Rackspace Sues Parallel Iron/IP Nav; Also, Peter Piper Was Not Forthcoming

In patents, as in comedy, timing is everything.  How serendipitous to receive news of a certain lawsuit a day after examining a black hat PAE who claims to be sporting a hat of a different hue.  Lovely.

My second most favorite thing in the world behind sticking my hand in the bag of chocolate chips only to find the people I live with have eaten all but two of them, which is totally not enough chocolate to satisfy anyone on the planet, never mind yours truly,  is when I ask someone a question (usually it’s my oldest son, but we’ll leave the parallels between the behavior of 12-yr-old boys and patent trolls to the reader’s imagination) and they reply with everything but an actual answer to my question.  Ah, good times.

And so that very thing has thusforth and somesuch (you didn’t know I could speak lawyer, did you?) occurred right there in the comments to yesterday’s post.  Fear not, for that shall surely get addressed, but not before discussing the bigger thing that is now afoot.

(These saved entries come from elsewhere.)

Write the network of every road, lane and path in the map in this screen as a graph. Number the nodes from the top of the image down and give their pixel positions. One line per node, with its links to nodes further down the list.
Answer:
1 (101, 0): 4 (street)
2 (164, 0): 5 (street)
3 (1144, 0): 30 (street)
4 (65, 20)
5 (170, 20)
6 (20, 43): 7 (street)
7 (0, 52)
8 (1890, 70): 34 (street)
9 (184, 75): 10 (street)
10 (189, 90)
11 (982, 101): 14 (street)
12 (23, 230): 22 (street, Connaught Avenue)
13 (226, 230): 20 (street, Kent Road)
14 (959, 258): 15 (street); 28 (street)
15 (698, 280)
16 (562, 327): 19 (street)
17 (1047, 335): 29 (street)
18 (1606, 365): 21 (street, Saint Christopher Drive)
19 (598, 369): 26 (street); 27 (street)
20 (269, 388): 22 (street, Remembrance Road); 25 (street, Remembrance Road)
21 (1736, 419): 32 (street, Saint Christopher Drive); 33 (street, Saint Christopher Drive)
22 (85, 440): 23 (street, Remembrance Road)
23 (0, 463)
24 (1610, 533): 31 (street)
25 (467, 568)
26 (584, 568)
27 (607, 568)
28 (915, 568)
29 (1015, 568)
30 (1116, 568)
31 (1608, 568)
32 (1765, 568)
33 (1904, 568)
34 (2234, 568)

Rackspace (holla!!) has sued Parallel Iron, a shell company for none other than IP Nav.  {Pretends to pick jaw up off the  floor in mock surprise at that little shell company revelation there.}

Remember this quote?

We are NOT a “non-practicing entity” (NPE) in that we do not take title to patents, although in some cases we will assist clients in selling their patents to an NPE.

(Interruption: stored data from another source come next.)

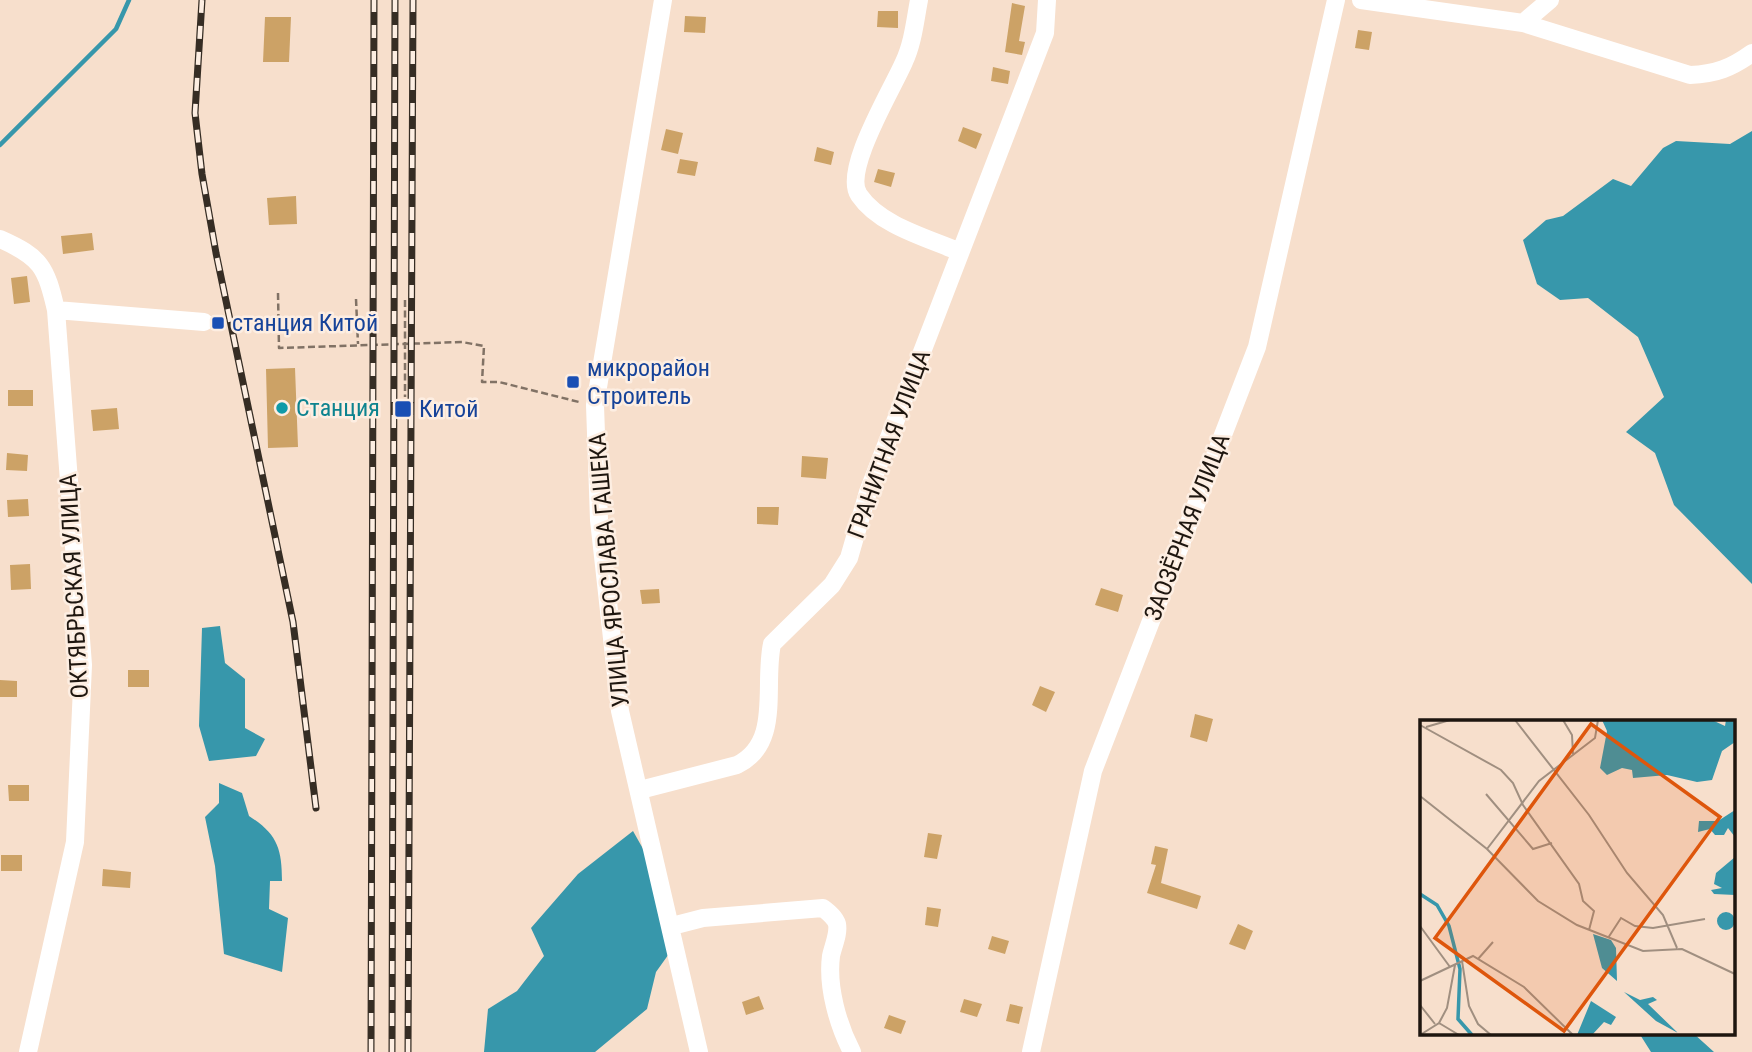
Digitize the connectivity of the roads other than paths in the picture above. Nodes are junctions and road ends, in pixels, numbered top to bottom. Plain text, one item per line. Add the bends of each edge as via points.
1 (663, 0) edge
2 (919, 0) edge
3 (1047, 0) edge
4 (1336, 0) edge
5 (1361, 0) edge
6 (1550, 0) edge
7 (1522, 23) junction
8 (1752, 53) edge
9 (0, 239) edge
10 (960, 252) junction
11 (56, 310) junction
12 (204, 323) dead end
13 (639, 790) junction
14 (672, 926) junction
15 (28, 1052) edge
16 (699, 1052) edge
17 (852, 1052) edge
18 (1031, 1052) edge

1 - 13 street, УЛИЦА ЯРОСЛАВА ГАШЕКА via 595,405 599,520 620,710
2 - 10 street via 905,60 869,133 855,187 878,213
3 - 10 street, ГРАНИТНАЯ УЛИЦА via 1045,33
4 - 18 street, ЗАОЗЁРНАЯ УЛИЦА via 1257,347 1093,771
5 - 7 street
6 - 7 street
7 - 8 street via 1690,75 1732,68
9 - 11 street, ОКТЯБРЬСКАЯ УЛИЦА via 26,251 48,275
10 - 13 street, ГРАНИТНАЯ УЛИЦА via 869,492 849,558 832,585 772,644 761,746 737,765
11 - 12 street
11 - 15 street, ОКТЯБРЬСКАЯ УЛИЦА via 83,665 75,842
13 - 14 street, УЛИЦА ЯРОСЛАВА ГАШЕКА
14 - 16 street, УЛИЦА ЯРОСЛАВА ГАШЕКА
14 - 17 street via 703,918 823,908 838,927 831,958 833,992

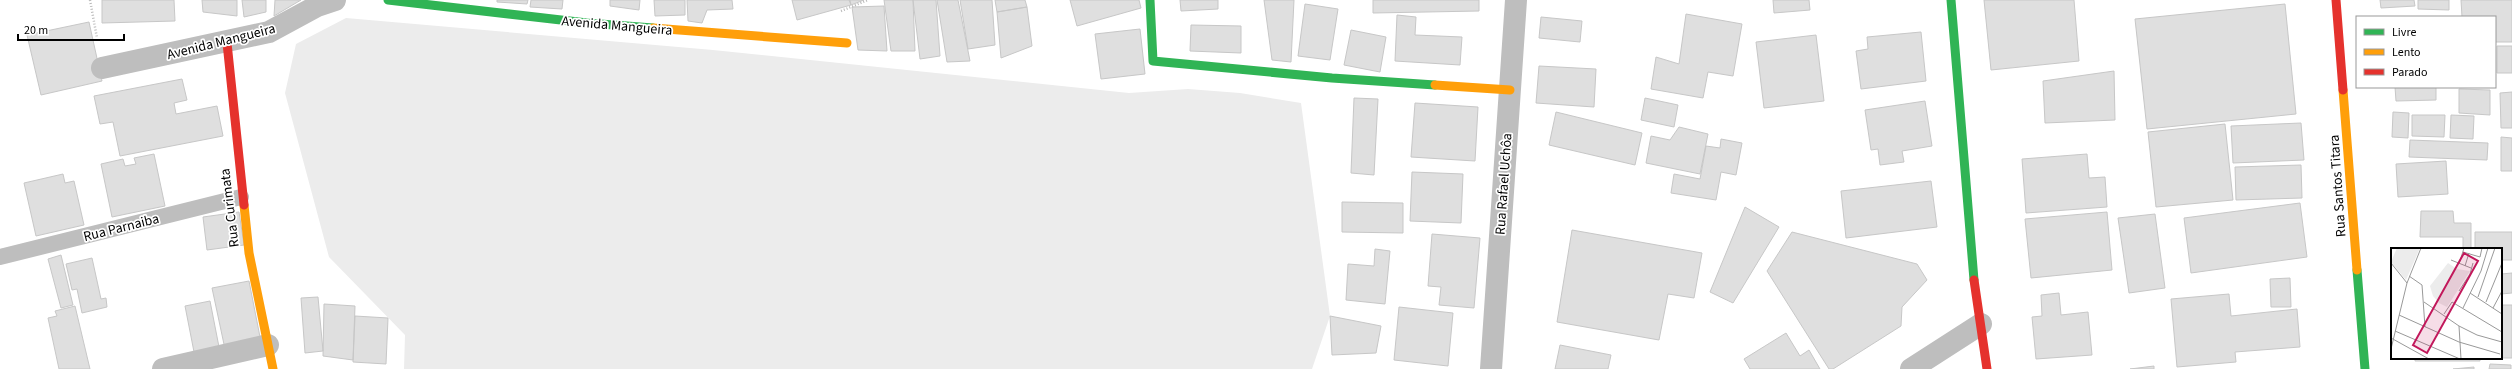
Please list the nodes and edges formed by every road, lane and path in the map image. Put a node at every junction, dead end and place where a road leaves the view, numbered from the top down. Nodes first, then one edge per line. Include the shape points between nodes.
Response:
1 (90, 0) edge
2 (335, 0) edge
3 (388, 0) edge
4 (1150, 0) edge
5 (1516, 0) edge
6 (1951, 0) edge
7 (2336, 0) edge
8 (227, 43) junction
9 (847, 43) dead end
10 (102, 68) joint
11 (1510, 90) junction
12 (241, 197) junction
13 (0, 257) edge
14 (1981, 324) junction
15 (268, 345) junction
16 (163, 369) edge
17 (273, 369) edge
18 (1491, 369) edge
19 (1911, 369) edge
20 (1988, 369) edge
21 (2365, 369) edge

1 - 10 path
2 - 8 street, Avenida Mangueira via 317,6 269,32
3 - 9 street, Avenida Mangueira via 588,23
4 - 11 street via 1153,61 1332,78
5 - 11 street, Rua Rafael Uchôa
6 - 14 street via 1975,286
7 - 21 street, Rua Santos Titara
8 - 10 street, Avenida Mangueira
8 - 12 street, Rua Curimata
11 - 18 street, Rua Rafael Uchôa
12 - 13 lane, Rua Parnaiba
12 - 15 street, Rua Curimata via 249,253
14 - 19 street
14 - 20 street
15 - 16 street
15 - 17 street, Rua Curimata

Hold on a sec while I step out to get out my PTT™ (Patent Troll Translator).  Ah, there it is:

We ARE a “non-practicing entity” (NPE) because, while we don’t always take title to the patents we intend to nefariously wield against industry, we have absolutely no problem farming them out to other people who will sue the pants off of you.  Because, you know, being one step removed from the process makes it alllll better.

I love the Rackspace folks because they don’t roll over and play dead.  As I’ve advocated countless times, the only way to beat these guys is to fight them every single time.  I meant that to mean defensively, as in when the trolls come after you.  But Schoenbaum et al are taking it to a whole new level of awesome by approaching the net and going on the offensive.

I, for one, hope they ram a shot right down the center of the court so fast it makes these guys’ heads spin.